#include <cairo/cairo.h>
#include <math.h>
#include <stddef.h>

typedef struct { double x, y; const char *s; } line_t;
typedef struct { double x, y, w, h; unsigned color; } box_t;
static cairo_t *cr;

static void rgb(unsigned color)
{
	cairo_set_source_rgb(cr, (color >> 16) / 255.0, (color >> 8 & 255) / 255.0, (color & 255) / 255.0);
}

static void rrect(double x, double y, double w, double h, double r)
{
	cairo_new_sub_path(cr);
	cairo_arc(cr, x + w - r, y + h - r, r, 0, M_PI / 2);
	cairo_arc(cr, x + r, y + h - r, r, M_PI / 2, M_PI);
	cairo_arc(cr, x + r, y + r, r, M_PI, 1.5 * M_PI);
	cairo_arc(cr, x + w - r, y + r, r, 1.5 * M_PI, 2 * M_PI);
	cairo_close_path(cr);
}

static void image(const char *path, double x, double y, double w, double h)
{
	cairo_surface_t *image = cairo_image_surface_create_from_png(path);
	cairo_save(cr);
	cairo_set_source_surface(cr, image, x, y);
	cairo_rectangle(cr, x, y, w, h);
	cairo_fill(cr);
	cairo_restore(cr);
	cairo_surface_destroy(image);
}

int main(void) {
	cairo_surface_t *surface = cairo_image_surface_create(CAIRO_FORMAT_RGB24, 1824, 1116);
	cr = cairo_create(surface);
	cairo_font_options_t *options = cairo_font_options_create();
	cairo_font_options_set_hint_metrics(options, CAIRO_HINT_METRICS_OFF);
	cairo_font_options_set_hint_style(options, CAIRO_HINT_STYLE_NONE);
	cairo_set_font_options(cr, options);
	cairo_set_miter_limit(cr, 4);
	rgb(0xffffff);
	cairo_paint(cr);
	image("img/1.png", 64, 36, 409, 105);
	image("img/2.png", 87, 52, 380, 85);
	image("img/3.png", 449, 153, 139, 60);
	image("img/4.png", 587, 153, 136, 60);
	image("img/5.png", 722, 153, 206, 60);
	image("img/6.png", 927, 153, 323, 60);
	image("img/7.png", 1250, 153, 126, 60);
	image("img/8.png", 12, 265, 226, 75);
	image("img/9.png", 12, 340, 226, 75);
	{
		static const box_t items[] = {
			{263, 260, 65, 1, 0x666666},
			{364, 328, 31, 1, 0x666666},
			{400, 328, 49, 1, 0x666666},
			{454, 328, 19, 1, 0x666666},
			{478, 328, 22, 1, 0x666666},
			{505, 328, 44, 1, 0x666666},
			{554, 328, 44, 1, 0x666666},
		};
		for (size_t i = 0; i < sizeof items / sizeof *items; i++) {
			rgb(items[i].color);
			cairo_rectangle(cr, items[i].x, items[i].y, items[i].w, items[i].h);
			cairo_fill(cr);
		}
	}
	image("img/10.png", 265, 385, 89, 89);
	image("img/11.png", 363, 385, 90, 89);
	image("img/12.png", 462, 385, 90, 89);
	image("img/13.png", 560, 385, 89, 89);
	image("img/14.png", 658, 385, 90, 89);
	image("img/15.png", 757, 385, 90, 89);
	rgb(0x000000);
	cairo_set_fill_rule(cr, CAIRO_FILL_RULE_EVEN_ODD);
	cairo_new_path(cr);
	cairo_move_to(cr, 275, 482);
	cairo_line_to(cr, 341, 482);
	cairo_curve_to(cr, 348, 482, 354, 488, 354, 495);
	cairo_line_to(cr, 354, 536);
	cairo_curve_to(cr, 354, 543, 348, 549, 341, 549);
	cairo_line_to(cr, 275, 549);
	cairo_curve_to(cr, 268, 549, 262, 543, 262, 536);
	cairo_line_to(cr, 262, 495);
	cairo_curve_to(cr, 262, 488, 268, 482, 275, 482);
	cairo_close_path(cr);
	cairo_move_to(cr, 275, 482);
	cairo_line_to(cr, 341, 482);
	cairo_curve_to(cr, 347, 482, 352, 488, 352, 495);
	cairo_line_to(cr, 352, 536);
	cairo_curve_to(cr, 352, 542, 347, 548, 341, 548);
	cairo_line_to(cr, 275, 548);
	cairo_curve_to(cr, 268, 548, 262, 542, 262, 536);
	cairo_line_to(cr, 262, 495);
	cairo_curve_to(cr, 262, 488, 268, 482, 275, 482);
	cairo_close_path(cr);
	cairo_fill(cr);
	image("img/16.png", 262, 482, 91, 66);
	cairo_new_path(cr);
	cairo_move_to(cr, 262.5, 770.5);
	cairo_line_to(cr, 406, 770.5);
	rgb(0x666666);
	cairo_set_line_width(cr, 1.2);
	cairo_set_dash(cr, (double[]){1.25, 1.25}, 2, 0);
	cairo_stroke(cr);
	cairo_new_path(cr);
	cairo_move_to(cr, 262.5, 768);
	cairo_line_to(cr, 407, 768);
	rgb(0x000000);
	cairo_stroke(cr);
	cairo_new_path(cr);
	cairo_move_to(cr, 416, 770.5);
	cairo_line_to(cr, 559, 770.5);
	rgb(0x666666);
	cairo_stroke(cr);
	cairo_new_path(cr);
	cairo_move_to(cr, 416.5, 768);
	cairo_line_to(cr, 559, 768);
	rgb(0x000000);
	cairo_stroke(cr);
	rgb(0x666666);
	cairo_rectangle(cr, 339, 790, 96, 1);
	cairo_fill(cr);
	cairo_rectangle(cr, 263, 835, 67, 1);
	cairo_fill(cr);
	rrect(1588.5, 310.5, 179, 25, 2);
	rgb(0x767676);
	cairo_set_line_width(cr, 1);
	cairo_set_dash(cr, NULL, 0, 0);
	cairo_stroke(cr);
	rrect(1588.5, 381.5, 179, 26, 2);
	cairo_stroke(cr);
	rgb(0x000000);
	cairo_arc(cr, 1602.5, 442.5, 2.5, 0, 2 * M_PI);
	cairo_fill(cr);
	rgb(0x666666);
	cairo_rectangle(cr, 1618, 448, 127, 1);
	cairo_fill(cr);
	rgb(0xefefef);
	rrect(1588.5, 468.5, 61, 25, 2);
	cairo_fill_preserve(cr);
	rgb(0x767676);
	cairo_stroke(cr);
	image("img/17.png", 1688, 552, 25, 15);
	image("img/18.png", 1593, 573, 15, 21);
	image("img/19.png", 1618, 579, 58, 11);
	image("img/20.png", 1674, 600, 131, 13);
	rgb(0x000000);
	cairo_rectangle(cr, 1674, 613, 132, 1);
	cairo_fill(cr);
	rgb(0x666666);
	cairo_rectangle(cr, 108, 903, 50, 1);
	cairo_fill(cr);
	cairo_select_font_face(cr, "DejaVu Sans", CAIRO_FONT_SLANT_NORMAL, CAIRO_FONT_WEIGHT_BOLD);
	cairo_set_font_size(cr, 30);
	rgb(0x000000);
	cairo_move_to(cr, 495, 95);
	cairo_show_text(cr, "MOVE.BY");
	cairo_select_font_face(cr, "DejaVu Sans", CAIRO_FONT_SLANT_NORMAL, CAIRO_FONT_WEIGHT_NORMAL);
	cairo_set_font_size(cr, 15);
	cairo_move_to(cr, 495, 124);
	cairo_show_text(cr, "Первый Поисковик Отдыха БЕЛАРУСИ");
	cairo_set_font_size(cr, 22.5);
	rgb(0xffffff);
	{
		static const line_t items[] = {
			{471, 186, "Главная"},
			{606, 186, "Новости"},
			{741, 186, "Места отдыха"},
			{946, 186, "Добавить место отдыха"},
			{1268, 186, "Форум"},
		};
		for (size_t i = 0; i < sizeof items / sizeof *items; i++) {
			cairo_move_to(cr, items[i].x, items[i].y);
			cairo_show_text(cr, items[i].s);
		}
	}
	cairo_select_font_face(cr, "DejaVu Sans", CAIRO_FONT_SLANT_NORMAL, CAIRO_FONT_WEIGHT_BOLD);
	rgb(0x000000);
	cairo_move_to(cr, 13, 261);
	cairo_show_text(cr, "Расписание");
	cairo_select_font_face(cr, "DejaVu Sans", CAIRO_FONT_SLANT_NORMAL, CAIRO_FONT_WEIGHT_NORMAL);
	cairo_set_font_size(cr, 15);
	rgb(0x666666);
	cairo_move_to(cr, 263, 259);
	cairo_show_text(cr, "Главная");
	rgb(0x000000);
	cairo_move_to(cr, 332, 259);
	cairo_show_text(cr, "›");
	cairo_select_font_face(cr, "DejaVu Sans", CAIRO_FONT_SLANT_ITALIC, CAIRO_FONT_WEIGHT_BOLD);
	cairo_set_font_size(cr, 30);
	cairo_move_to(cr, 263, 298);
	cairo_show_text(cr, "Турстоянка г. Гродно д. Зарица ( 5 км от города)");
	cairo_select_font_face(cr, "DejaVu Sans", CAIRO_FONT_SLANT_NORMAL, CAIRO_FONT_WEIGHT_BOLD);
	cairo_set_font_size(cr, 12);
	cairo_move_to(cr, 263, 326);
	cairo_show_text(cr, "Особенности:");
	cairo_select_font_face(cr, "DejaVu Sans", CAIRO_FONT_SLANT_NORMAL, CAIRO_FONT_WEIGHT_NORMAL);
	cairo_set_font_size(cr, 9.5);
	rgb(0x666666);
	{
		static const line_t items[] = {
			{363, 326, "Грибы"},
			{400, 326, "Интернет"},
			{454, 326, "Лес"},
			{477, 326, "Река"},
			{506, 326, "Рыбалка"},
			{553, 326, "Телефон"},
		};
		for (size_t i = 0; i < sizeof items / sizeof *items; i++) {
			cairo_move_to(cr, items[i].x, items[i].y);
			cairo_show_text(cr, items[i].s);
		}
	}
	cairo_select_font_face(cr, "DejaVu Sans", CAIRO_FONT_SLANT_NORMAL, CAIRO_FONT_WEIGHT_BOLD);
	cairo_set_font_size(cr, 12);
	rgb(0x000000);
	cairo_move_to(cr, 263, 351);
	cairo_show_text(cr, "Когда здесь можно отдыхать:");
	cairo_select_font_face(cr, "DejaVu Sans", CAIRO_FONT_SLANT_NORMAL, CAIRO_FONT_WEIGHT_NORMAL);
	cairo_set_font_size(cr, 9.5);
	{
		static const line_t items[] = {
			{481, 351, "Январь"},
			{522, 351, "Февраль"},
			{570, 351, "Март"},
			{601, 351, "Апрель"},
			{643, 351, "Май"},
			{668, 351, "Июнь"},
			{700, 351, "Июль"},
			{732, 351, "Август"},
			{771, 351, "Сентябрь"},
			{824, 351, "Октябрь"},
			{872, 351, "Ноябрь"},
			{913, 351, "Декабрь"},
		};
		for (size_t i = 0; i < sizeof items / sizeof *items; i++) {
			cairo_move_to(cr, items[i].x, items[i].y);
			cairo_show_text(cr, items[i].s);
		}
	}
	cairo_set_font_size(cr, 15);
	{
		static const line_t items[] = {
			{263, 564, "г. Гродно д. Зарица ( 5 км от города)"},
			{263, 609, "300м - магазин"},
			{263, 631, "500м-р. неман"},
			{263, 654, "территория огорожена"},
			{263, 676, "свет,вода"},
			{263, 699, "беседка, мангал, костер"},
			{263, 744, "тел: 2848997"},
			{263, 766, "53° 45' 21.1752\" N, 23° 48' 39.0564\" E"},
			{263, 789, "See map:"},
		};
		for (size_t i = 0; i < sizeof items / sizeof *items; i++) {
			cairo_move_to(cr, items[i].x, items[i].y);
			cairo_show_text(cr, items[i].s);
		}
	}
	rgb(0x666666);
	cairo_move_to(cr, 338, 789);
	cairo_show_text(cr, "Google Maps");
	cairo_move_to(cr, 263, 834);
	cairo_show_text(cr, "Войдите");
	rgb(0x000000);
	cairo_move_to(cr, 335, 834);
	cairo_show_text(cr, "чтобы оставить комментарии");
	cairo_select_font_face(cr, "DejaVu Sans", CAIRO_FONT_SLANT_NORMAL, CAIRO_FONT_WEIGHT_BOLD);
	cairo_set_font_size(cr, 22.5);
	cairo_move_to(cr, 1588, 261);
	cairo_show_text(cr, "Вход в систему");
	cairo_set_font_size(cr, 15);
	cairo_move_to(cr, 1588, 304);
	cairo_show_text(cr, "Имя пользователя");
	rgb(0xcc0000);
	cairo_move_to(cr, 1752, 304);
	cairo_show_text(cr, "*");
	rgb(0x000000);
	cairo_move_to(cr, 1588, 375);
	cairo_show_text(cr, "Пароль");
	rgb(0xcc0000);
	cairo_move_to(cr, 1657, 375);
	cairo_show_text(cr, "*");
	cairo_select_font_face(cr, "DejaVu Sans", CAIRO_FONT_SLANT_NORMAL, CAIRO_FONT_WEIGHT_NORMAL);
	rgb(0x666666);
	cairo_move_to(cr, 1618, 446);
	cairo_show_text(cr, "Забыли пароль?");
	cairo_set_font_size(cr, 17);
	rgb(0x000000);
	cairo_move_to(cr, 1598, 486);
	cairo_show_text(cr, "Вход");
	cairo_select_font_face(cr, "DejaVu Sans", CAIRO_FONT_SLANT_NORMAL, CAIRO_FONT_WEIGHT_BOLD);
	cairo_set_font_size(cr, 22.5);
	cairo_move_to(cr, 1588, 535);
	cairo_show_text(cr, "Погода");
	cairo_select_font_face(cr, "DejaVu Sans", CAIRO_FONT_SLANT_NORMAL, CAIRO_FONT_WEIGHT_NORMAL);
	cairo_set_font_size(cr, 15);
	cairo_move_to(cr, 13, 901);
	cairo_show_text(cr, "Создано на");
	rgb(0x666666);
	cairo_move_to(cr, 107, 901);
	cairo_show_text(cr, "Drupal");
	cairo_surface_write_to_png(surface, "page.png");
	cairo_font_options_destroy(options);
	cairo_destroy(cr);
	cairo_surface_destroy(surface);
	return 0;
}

WHAT TO DO: Every line above from the line with "cairo_font_options_t *options = cairo_font_options_create();" to the line with "cairo_set_miter_limit(cr, 4);", both included, must be reproduced exactly, and no other line may appear.

TASK SOLUTION:
	cairo_font_options_t *options = cairo_font_options_create();
	cairo_font_options_set_hint_metrics(options, CAIRO_HINT_METRICS_OFF);
	cairo_font_options_set_hint_style(options, CAIRO_HINT_STYLE_NONE);
	cairo_set_font_options(cr, options);
	cairo_set_miter_limit(cr, 4);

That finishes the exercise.